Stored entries

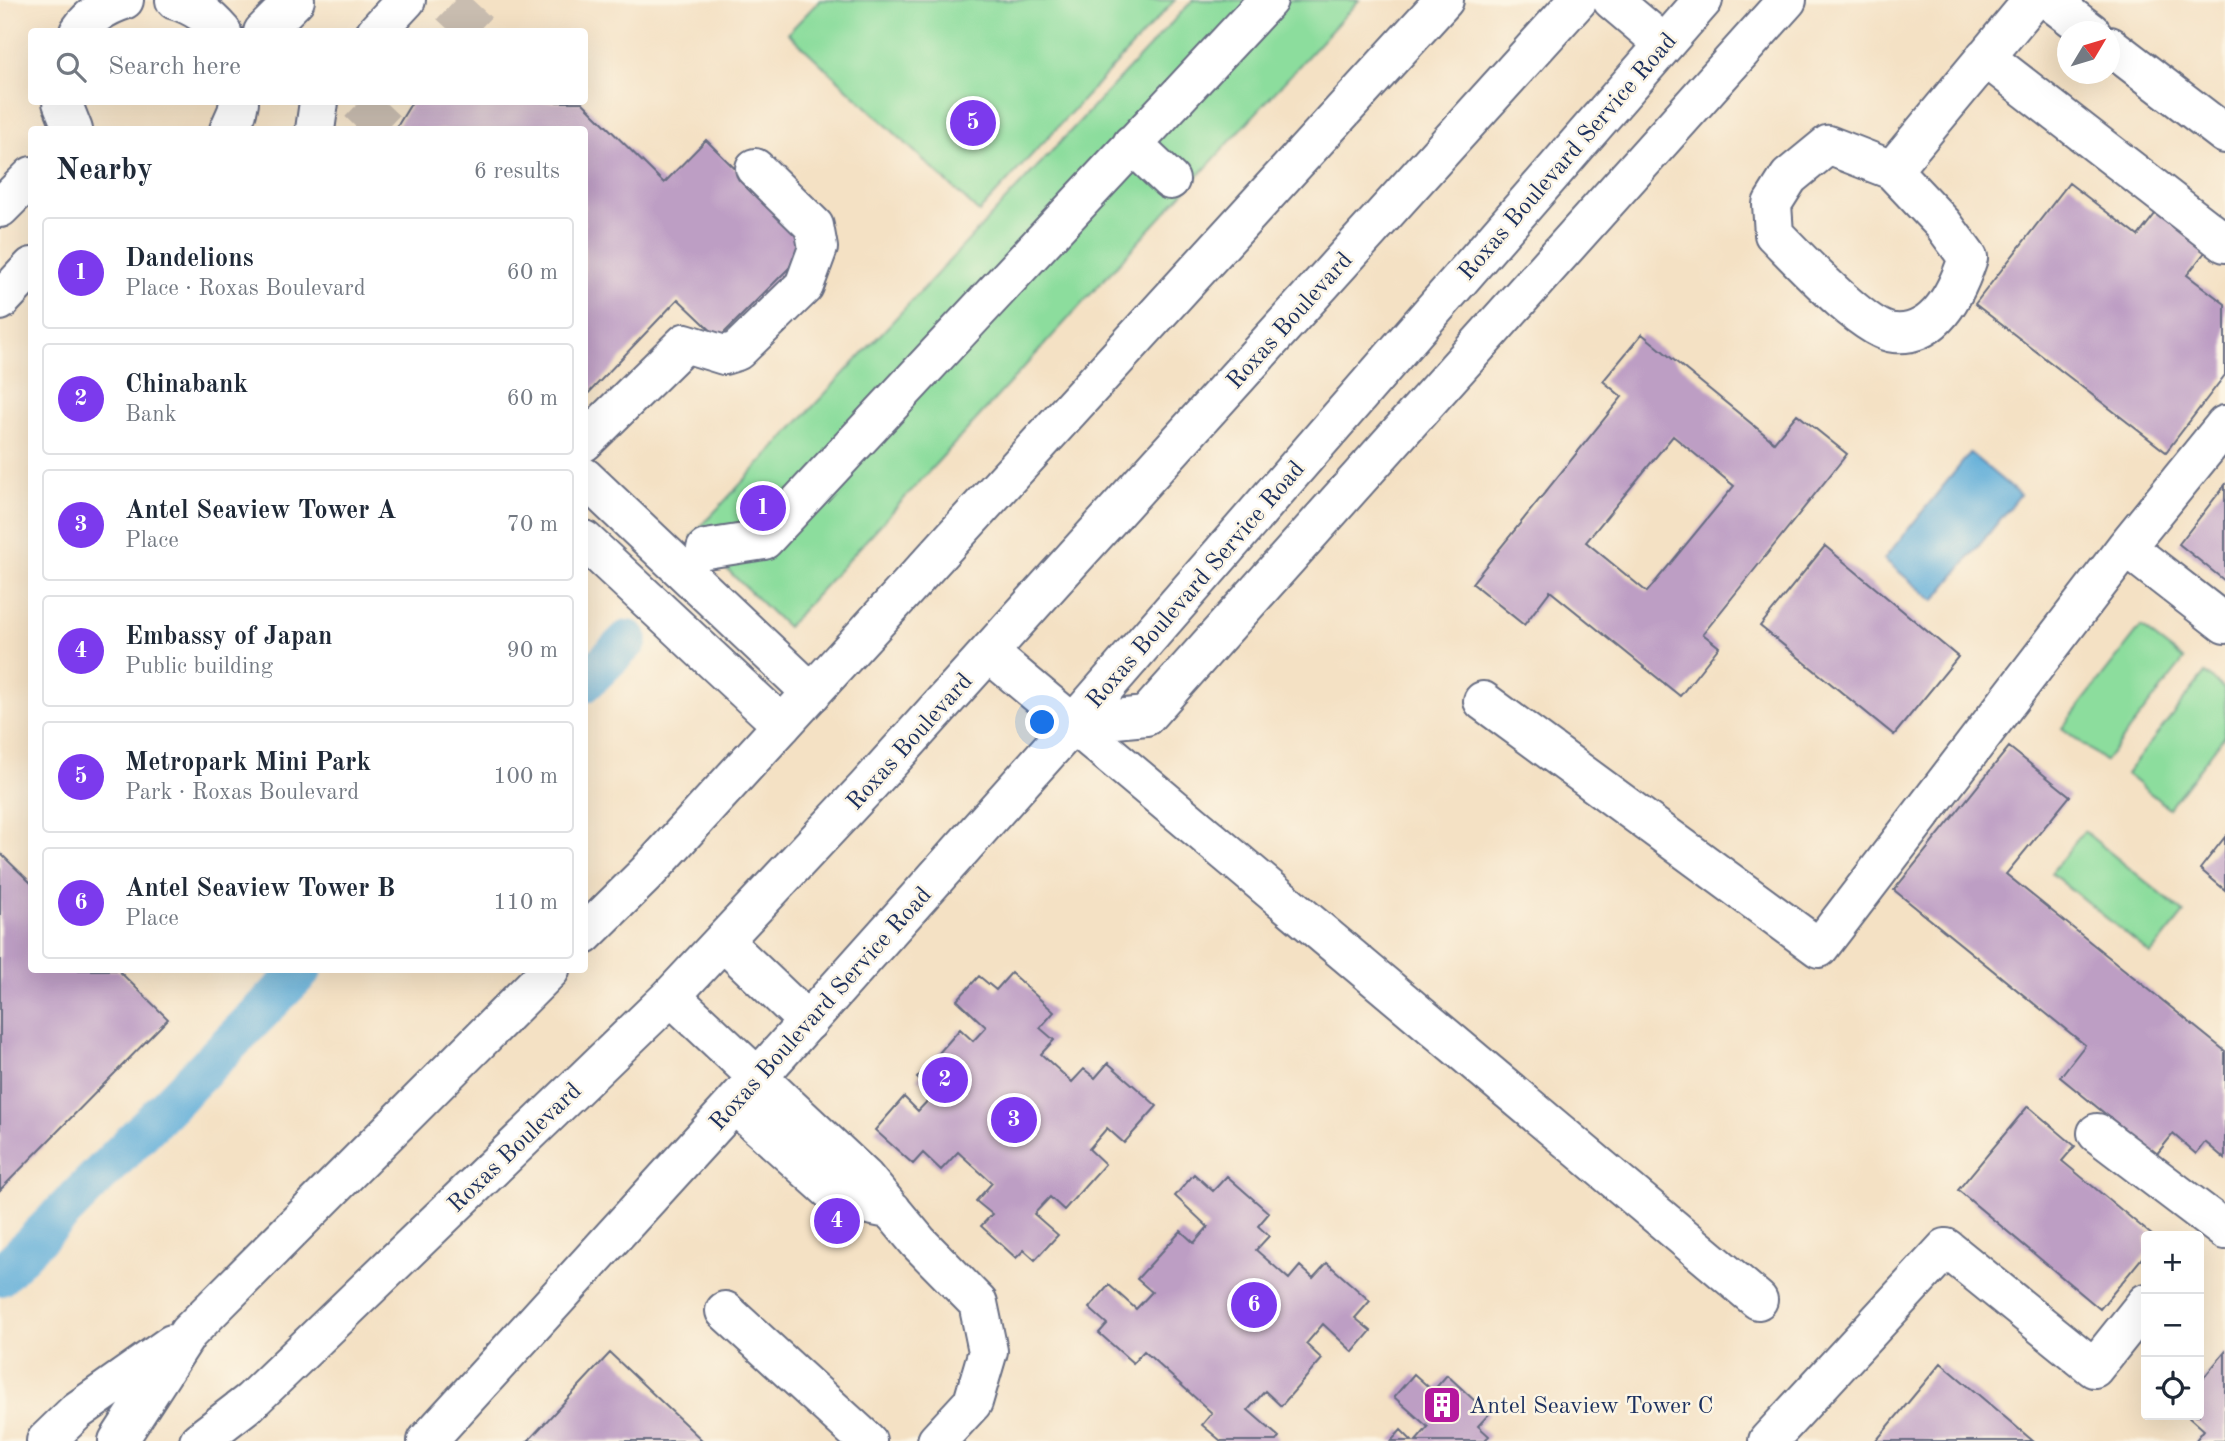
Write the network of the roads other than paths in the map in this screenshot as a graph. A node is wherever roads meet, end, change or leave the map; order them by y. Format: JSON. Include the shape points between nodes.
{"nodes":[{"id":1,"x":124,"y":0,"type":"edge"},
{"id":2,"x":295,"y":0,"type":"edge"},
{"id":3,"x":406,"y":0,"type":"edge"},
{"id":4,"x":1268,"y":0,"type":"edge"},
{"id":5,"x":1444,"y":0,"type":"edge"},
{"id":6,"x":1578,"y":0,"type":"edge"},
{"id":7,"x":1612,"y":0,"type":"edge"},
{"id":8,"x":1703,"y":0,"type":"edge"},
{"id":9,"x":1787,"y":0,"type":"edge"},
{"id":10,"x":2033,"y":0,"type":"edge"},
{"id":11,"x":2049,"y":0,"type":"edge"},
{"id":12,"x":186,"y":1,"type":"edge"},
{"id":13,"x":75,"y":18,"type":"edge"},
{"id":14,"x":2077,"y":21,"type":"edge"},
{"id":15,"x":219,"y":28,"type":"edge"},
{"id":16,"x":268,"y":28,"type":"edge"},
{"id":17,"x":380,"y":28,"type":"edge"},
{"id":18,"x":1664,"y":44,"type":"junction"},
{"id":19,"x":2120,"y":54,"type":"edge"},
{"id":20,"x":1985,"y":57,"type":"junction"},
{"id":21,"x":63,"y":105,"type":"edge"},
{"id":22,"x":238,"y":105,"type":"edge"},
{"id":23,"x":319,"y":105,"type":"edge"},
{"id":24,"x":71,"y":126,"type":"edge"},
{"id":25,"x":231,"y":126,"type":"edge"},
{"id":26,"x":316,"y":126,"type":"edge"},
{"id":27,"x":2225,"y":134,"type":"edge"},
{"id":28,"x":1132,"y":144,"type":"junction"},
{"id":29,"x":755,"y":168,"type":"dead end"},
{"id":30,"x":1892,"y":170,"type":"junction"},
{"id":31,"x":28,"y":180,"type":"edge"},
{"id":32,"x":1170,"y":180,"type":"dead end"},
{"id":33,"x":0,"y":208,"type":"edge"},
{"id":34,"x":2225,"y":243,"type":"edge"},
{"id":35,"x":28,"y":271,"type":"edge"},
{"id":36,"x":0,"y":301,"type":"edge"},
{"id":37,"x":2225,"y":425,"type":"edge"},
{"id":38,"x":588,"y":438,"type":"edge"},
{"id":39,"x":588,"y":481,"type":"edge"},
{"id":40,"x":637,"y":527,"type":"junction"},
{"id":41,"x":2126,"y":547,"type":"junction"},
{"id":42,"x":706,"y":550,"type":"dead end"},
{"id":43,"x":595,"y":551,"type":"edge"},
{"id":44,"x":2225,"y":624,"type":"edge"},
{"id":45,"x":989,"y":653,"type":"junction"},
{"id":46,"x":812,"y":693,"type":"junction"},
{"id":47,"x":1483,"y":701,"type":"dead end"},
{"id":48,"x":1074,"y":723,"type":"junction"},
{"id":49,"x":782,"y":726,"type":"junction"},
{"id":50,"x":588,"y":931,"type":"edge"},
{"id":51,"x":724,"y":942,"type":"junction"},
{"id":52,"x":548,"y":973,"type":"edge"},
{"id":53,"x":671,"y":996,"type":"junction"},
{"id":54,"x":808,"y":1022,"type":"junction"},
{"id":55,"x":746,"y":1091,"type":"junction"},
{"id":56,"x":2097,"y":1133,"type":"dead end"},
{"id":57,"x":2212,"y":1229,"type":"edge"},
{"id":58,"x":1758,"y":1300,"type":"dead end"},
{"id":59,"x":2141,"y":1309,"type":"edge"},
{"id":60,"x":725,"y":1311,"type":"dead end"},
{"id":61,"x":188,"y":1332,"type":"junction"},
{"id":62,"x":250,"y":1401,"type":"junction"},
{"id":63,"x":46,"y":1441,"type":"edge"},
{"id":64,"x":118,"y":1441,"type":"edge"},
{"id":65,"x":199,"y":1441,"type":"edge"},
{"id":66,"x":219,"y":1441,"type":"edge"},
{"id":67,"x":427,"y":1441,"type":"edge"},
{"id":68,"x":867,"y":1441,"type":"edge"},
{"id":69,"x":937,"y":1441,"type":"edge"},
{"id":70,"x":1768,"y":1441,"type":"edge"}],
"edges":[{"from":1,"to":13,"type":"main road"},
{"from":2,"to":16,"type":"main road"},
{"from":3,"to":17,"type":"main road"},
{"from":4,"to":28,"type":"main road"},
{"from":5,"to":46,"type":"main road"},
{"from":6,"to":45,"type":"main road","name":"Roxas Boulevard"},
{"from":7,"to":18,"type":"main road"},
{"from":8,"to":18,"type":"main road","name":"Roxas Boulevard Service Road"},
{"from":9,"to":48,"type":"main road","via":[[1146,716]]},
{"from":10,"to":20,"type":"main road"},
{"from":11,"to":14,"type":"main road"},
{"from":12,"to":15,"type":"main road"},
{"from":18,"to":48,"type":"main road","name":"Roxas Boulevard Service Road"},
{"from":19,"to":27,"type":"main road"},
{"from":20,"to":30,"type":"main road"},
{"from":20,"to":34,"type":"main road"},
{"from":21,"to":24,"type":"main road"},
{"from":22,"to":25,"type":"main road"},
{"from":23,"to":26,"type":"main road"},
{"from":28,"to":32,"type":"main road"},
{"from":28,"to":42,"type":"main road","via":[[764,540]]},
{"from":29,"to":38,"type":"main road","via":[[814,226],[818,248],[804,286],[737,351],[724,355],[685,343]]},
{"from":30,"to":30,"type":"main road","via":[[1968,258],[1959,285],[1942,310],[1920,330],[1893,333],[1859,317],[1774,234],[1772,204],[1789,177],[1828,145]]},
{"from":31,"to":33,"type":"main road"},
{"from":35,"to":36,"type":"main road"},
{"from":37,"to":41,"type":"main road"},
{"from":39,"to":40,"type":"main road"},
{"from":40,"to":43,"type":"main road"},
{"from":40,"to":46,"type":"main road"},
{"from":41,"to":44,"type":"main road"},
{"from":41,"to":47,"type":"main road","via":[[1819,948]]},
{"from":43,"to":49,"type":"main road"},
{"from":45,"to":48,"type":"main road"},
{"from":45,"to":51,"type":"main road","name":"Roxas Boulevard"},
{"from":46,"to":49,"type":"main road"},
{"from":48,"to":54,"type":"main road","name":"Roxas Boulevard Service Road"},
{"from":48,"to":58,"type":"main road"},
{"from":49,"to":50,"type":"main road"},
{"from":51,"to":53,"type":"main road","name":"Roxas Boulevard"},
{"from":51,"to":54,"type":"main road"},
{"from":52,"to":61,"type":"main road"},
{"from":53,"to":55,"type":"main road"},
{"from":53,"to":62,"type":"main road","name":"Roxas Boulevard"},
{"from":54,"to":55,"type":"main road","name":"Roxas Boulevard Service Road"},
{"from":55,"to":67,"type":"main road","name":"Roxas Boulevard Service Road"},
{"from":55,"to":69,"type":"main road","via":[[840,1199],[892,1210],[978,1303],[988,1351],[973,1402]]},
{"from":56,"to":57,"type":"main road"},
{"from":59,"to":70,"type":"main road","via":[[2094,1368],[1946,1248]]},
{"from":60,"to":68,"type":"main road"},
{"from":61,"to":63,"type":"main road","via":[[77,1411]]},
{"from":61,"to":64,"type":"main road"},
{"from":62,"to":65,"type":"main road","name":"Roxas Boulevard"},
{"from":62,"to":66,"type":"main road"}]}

▸ Task item:
Go through the records and repeat each one exactly, skipping anything that is a picture.

▸ Answer for this exercise:
Write the network of the roads other than paths in the map in this screenshot as a graph. A node is wherever roads meet, end, change or leave the map; order them by y. Format: JSON. Include the shape points between nodes.
{"nodes":[{"id":1,"x":124,"y":0,"type":"edge"},
{"id":2,"x":295,"y":0,"type":"edge"},
{"id":3,"x":406,"y":0,"type":"edge"},
{"id":4,"x":1268,"y":0,"type":"edge"},
{"id":5,"x":1444,"y":0,"type":"edge"},
{"id":6,"x":1578,"y":0,"type":"edge"},
{"id":7,"x":1612,"y":0,"type":"edge"},
{"id":8,"x":1703,"y":0,"type":"edge"},
{"id":9,"x":1787,"y":0,"type":"edge"},
{"id":10,"x":2033,"y":0,"type":"edge"},
{"id":11,"x":2049,"y":0,"type":"edge"},
{"id":12,"x":186,"y":1,"type":"edge"},
{"id":13,"x":75,"y":18,"type":"edge"},
{"id":14,"x":2077,"y":21,"type":"edge"},
{"id":15,"x":219,"y":28,"type":"edge"},
{"id":16,"x":268,"y":28,"type":"edge"},
{"id":17,"x":380,"y":28,"type":"edge"},
{"id":18,"x":1664,"y":44,"type":"junction"},
{"id":19,"x":2120,"y":54,"type":"edge"},
{"id":20,"x":1985,"y":57,"type":"junction"},
{"id":21,"x":63,"y":105,"type":"edge"},
{"id":22,"x":238,"y":105,"type":"edge"},
{"id":23,"x":319,"y":105,"type":"edge"},
{"id":24,"x":71,"y":126,"type":"edge"},
{"id":25,"x":231,"y":126,"type":"edge"},
{"id":26,"x":316,"y":126,"type":"edge"},
{"id":27,"x":2225,"y":134,"type":"edge"},
{"id":28,"x":1132,"y":144,"type":"junction"},
{"id":29,"x":755,"y":168,"type":"dead end"},
{"id":30,"x":1892,"y":170,"type":"junction"},
{"id":31,"x":28,"y":180,"type":"edge"},
{"id":32,"x":1170,"y":180,"type":"dead end"},
{"id":33,"x":0,"y":208,"type":"edge"},
{"id":34,"x":2225,"y":243,"type":"edge"},
{"id":35,"x":28,"y":271,"type":"edge"},
{"id":36,"x":0,"y":301,"type":"edge"},
{"id":37,"x":2225,"y":425,"type":"edge"},
{"id":38,"x":588,"y":438,"type":"edge"},
{"id":39,"x":588,"y":481,"type":"edge"},
{"id":40,"x":637,"y":527,"type":"junction"},
{"id":41,"x":2126,"y":547,"type":"junction"},
{"id":42,"x":706,"y":550,"type":"dead end"},
{"id":43,"x":595,"y":551,"type":"edge"},
{"id":44,"x":2225,"y":624,"type":"edge"},
{"id":45,"x":989,"y":653,"type":"junction"},
{"id":46,"x":812,"y":693,"type":"junction"},
{"id":47,"x":1483,"y":701,"type":"dead end"},
{"id":48,"x":1074,"y":723,"type":"junction"},
{"id":49,"x":782,"y":726,"type":"junction"},
{"id":50,"x":588,"y":931,"type":"edge"},
{"id":51,"x":724,"y":942,"type":"junction"},
{"id":52,"x":548,"y":973,"type":"edge"},
{"id":53,"x":671,"y":996,"type":"junction"},
{"id":54,"x":808,"y":1022,"type":"junction"},
{"id":55,"x":746,"y":1091,"type":"junction"},
{"id":56,"x":2097,"y":1133,"type":"dead end"},
{"id":57,"x":2212,"y":1229,"type":"edge"},
{"id":58,"x":1758,"y":1300,"type":"dead end"},
{"id":59,"x":2141,"y":1309,"type":"edge"},
{"id":60,"x":725,"y":1311,"type":"dead end"},
{"id":61,"x":188,"y":1332,"type":"junction"},
{"id":62,"x":250,"y":1401,"type":"junction"},
{"id":63,"x":46,"y":1441,"type":"edge"},
{"id":64,"x":118,"y":1441,"type":"edge"},
{"id":65,"x":199,"y":1441,"type":"edge"},
{"id":66,"x":219,"y":1441,"type":"edge"},
{"id":67,"x":427,"y":1441,"type":"edge"},
{"id":68,"x":867,"y":1441,"type":"edge"},
{"id":69,"x":937,"y":1441,"type":"edge"},
{"id":70,"x":1768,"y":1441,"type":"edge"}],
"edges":[{"from":1,"to":13,"type":"main road"},
{"from":2,"to":16,"type":"main road"},
{"from":3,"to":17,"type":"main road"},
{"from":4,"to":28,"type":"main road"},
{"from":5,"to":46,"type":"main road"},
{"from":6,"to":45,"type":"main road","name":"Roxas Boulevard"},
{"from":7,"to":18,"type":"main road"},
{"from":8,"to":18,"type":"main road","name":"Roxas Boulevard Service Road"},
{"from":9,"to":48,"type":"main road","via":[[1146,716]]},
{"from":10,"to":20,"type":"main road"},
{"from":11,"to":14,"type":"main road"},
{"from":12,"to":15,"type":"main road"},
{"from":18,"to":48,"type":"main road","name":"Roxas Boulevard Service Road"},
{"from":19,"to":27,"type":"main road"},
{"from":20,"to":30,"type":"main road"},
{"from":20,"to":34,"type":"main road"},
{"from":21,"to":24,"type":"main road"},
{"from":22,"to":25,"type":"main road"},
{"from":23,"to":26,"type":"main road"},
{"from":28,"to":32,"type":"main road"},
{"from":28,"to":42,"type":"main road","via":[[764,540]]},
{"from":29,"to":38,"type":"main road","via":[[814,226],[818,248],[804,286],[737,351],[724,355],[685,343]]},
{"from":30,"to":30,"type":"main road","via":[[1968,258],[1959,285],[1942,310],[1920,330],[1893,333],[1859,317],[1774,234],[1772,204],[1789,177],[1828,145]]},
{"from":31,"to":33,"type":"main road"},
{"from":35,"to":36,"type":"main road"},
{"from":37,"to":41,"type":"main road"},
{"from":39,"to":40,"type":"main road"},
{"from":40,"to":43,"type":"main road"},
{"from":40,"to":46,"type":"main road"},
{"from":41,"to":44,"type":"main road"},
{"from":41,"to":47,"type":"main road","via":[[1819,948]]},
{"from":43,"to":49,"type":"main road"},
{"from":45,"to":48,"type":"main road"},
{"from":45,"to":51,"type":"main road","name":"Roxas Boulevard"},
{"from":46,"to":49,"type":"main road"},
{"from":48,"to":54,"type":"main road","name":"Roxas Boulevard Service Road"},
{"from":48,"to":58,"type":"main road"},
{"from":49,"to":50,"type":"main road"},
{"from":51,"to":53,"type":"main road","name":"Roxas Boulevard"},
{"from":51,"to":54,"type":"main road"},
{"from":52,"to":61,"type":"main road"},
{"from":53,"to":55,"type":"main road"},
{"from":53,"to":62,"type":"main road","name":"Roxas Boulevard"},
{"from":54,"to":55,"type":"main road","name":"Roxas Boulevard Service Road"},
{"from":55,"to":67,"type":"main road","name":"Roxas Boulevard Service Road"},
{"from":55,"to":69,"type":"main road","via":[[840,1199],[892,1210],[978,1303],[988,1351],[973,1402]]},
{"from":56,"to":57,"type":"main road"},
{"from":59,"to":70,"type":"main road","via":[[2094,1368],[1946,1248]]},
{"from":60,"to":68,"type":"main road"},
{"from":61,"to":63,"type":"main road","via":[[77,1411]]},
{"from":61,"to":64,"type":"main road"},
{"from":62,"to":65,"type":"main road","name":"Roxas Boulevard"},
{"from":62,"to":66,"type":"main road"}]}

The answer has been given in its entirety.